### Data section
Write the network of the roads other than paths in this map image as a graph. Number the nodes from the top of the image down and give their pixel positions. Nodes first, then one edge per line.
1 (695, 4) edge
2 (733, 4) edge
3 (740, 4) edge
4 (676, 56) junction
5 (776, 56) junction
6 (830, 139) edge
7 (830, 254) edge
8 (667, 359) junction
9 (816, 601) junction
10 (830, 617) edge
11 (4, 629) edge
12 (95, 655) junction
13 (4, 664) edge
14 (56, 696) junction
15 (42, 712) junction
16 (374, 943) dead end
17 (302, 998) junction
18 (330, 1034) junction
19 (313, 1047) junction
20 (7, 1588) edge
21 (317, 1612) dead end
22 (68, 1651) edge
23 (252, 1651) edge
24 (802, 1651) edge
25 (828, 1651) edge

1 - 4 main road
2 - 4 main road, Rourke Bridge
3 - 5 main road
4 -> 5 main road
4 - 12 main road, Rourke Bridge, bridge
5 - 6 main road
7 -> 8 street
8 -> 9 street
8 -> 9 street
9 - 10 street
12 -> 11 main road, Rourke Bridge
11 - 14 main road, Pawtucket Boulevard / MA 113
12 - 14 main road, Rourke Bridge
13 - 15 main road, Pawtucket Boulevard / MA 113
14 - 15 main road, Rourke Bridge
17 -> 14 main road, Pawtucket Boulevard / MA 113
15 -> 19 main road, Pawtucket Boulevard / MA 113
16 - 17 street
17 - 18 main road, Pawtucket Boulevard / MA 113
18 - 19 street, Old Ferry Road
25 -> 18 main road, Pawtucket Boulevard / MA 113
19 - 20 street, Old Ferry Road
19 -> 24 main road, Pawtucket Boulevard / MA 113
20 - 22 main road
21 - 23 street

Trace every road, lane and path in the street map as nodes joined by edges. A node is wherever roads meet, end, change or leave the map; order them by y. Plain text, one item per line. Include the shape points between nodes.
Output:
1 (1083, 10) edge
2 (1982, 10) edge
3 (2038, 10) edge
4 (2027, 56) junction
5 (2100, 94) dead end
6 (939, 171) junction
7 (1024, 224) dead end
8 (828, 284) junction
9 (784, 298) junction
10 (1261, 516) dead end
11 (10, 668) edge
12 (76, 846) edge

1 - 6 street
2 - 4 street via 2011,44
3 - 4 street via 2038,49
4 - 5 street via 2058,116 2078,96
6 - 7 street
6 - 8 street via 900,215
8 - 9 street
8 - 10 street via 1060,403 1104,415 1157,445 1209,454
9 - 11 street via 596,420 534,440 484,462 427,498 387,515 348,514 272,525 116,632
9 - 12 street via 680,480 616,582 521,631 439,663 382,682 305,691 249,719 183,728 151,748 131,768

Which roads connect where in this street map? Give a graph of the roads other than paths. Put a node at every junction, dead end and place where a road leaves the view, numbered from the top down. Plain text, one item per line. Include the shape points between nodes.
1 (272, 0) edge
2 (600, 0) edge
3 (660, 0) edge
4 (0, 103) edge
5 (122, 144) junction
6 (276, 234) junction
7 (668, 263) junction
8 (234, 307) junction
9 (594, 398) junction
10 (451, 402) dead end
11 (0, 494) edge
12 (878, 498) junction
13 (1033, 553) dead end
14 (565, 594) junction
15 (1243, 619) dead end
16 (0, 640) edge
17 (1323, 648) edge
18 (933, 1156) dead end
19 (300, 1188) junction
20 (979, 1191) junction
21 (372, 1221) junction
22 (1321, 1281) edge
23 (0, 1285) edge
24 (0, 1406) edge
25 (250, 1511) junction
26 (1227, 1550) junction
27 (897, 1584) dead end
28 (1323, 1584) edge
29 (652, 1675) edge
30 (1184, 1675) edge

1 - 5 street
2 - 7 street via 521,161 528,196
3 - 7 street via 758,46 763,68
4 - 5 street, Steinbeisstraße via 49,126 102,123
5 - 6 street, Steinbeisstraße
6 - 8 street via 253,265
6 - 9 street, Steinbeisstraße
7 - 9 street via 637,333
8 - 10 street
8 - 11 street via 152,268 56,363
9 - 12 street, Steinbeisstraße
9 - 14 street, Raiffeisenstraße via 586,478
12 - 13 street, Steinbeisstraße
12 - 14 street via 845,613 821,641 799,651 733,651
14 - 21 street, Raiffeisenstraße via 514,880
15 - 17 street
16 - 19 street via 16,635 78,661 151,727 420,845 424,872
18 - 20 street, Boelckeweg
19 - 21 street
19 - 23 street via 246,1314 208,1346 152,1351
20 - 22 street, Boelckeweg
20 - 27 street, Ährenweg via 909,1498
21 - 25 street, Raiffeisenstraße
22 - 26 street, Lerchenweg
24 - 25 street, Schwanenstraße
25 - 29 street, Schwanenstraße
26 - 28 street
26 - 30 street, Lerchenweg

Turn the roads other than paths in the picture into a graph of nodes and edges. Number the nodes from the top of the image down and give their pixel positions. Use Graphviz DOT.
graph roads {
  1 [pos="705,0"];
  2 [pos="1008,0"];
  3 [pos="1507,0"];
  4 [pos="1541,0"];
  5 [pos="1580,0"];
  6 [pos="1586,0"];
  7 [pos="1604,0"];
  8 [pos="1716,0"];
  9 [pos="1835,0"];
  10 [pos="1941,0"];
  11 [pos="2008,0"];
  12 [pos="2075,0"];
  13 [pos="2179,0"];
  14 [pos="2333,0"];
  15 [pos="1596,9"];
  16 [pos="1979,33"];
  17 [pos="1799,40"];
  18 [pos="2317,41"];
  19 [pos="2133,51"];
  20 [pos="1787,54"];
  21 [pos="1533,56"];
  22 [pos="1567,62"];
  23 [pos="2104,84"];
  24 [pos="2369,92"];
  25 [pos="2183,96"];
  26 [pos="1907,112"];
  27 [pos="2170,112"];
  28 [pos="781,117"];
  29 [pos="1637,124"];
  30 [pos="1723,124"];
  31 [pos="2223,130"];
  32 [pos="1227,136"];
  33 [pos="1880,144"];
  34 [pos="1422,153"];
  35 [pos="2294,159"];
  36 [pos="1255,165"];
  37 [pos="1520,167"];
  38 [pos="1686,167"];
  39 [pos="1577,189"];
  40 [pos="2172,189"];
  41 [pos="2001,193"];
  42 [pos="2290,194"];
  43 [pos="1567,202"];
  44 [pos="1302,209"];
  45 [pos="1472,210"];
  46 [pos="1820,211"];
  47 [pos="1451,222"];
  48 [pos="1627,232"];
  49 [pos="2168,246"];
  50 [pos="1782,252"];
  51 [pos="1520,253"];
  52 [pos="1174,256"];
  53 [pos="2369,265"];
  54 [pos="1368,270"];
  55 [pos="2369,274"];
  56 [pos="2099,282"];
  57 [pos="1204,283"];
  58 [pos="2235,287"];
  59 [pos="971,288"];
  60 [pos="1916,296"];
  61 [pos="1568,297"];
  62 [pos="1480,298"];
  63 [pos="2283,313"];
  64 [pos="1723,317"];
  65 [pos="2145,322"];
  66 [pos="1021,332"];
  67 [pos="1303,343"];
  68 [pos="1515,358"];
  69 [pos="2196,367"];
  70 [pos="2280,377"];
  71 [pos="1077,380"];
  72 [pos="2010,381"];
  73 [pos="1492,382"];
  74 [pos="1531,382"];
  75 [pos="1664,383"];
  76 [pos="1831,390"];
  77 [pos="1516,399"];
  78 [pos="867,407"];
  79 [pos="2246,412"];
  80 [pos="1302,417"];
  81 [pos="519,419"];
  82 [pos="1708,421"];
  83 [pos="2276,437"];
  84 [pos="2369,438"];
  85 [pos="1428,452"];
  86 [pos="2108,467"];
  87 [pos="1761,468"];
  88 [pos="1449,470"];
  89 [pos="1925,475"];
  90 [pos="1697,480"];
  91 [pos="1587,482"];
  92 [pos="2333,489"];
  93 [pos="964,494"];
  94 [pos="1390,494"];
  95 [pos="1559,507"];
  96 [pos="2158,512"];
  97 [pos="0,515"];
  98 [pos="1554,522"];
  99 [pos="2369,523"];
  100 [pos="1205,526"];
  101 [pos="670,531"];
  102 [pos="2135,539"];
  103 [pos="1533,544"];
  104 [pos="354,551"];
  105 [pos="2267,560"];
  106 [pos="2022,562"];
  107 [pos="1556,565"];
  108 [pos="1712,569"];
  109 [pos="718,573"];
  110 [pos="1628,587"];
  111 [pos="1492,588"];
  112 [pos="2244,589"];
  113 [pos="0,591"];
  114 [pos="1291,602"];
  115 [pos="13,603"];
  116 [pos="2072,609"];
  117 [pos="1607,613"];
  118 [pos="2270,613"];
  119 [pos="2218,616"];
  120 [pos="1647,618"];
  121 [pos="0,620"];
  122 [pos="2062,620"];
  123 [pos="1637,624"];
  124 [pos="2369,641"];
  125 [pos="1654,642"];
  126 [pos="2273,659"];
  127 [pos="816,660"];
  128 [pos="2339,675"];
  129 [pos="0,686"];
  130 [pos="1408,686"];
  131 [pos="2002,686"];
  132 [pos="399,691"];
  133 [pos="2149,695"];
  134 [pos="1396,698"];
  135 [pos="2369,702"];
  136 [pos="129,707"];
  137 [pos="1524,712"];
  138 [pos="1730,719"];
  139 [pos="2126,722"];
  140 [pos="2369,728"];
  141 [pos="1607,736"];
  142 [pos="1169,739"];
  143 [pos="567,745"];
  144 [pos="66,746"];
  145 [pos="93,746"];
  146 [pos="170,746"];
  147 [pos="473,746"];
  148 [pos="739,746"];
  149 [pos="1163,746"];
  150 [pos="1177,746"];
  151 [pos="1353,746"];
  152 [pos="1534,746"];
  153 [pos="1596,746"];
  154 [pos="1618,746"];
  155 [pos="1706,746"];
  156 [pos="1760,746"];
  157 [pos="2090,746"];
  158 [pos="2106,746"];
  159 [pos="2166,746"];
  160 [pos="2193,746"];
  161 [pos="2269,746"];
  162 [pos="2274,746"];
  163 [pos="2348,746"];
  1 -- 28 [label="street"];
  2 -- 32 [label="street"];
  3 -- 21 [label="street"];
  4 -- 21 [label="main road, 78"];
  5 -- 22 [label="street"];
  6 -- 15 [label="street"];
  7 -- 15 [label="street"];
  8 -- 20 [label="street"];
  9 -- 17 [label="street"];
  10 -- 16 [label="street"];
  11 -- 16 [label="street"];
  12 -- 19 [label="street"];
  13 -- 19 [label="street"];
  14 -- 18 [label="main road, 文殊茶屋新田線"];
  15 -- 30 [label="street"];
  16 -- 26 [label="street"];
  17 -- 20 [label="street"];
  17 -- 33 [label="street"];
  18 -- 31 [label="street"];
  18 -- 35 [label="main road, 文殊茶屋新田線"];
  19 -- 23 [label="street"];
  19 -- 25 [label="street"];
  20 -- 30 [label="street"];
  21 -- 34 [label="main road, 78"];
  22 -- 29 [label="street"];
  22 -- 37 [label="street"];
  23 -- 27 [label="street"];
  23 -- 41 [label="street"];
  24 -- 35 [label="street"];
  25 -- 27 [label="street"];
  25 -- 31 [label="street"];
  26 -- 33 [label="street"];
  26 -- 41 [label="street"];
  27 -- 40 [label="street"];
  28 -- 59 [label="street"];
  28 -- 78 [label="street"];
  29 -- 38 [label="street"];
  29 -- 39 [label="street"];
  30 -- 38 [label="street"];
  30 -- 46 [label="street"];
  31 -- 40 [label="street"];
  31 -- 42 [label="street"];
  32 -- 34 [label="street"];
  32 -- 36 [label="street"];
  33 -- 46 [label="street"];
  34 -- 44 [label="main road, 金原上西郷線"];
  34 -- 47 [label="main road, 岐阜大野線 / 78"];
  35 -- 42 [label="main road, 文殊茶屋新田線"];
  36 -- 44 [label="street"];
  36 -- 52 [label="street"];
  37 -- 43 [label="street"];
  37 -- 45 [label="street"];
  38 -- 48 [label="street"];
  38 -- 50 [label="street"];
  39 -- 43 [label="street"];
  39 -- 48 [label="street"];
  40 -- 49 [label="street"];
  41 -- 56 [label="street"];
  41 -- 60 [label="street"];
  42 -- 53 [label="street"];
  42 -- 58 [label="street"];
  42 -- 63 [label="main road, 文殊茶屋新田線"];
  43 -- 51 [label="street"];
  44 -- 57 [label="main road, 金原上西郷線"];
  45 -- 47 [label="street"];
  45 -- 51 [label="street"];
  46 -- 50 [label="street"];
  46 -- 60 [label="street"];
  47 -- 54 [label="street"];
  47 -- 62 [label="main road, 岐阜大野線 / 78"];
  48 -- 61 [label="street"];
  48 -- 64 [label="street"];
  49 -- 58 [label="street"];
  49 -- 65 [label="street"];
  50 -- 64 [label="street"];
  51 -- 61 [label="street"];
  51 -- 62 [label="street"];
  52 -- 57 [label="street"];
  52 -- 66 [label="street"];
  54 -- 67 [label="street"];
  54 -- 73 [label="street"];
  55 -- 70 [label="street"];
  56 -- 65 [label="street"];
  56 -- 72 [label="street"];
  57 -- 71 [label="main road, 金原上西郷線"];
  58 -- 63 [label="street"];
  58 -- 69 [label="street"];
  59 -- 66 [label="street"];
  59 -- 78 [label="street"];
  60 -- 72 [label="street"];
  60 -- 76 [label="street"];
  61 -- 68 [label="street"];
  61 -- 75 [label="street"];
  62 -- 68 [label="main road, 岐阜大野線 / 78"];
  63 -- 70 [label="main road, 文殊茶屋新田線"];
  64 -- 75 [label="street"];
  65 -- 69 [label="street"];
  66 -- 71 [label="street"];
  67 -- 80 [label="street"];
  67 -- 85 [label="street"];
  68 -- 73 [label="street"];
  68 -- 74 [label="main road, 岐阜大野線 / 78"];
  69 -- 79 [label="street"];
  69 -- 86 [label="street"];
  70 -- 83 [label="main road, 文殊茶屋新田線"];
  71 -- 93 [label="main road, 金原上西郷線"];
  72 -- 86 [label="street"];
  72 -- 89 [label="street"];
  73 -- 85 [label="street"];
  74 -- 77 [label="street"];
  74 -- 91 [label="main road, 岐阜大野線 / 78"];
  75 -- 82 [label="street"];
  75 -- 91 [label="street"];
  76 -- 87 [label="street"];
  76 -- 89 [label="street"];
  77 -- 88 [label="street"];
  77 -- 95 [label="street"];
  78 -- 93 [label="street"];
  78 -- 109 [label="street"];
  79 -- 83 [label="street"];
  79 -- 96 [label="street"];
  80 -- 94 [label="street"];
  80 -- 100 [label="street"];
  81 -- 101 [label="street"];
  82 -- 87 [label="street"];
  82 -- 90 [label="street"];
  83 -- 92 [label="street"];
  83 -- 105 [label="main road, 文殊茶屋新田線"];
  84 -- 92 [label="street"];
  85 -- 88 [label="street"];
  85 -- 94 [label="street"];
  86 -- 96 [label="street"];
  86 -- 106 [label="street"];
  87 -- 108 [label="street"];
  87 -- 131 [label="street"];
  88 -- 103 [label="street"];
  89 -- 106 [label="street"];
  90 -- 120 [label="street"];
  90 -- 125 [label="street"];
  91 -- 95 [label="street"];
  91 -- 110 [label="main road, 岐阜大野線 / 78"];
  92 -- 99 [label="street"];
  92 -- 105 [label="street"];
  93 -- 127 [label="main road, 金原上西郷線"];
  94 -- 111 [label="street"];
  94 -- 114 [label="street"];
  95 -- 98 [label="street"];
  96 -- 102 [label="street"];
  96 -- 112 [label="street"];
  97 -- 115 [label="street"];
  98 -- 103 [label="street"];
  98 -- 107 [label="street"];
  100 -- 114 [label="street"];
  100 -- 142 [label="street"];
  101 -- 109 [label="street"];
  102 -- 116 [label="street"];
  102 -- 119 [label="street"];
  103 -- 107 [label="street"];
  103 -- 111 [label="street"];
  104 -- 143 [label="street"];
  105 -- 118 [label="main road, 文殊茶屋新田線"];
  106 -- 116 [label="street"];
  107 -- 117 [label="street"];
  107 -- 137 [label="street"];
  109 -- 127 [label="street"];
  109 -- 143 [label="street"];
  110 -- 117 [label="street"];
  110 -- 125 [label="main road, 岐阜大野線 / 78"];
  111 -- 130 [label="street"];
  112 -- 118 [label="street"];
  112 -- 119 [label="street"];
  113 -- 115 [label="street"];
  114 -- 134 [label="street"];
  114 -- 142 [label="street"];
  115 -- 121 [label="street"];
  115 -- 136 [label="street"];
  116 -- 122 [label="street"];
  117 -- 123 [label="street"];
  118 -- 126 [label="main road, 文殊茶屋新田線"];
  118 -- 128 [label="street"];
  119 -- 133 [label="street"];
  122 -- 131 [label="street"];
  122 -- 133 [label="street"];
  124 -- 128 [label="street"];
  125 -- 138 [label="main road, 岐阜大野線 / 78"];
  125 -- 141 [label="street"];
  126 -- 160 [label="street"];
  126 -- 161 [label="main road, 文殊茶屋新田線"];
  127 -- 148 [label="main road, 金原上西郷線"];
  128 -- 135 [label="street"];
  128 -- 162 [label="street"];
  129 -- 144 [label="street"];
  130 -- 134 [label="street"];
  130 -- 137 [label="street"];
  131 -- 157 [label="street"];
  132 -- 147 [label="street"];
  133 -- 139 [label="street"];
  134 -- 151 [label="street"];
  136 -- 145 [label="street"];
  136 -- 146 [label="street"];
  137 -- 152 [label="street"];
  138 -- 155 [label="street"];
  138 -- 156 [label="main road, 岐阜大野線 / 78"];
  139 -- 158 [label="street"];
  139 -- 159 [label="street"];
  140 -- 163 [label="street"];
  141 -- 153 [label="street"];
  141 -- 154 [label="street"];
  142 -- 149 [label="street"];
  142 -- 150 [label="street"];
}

### How to complete this task
Only lines holding the word "positions" are wanted here; copy each from the listing.

### Response area
Write the network of the roads other than paths in this map image as a graph. Number the nodes from the top of the image down and give their pixel positions. Nodes first, then one edge per line.
Turn the roads other than paths in the picture into a graph of nodes and edges. Number the nodes from the top of the image down and give their pixel positions. Use Graphviz DOT.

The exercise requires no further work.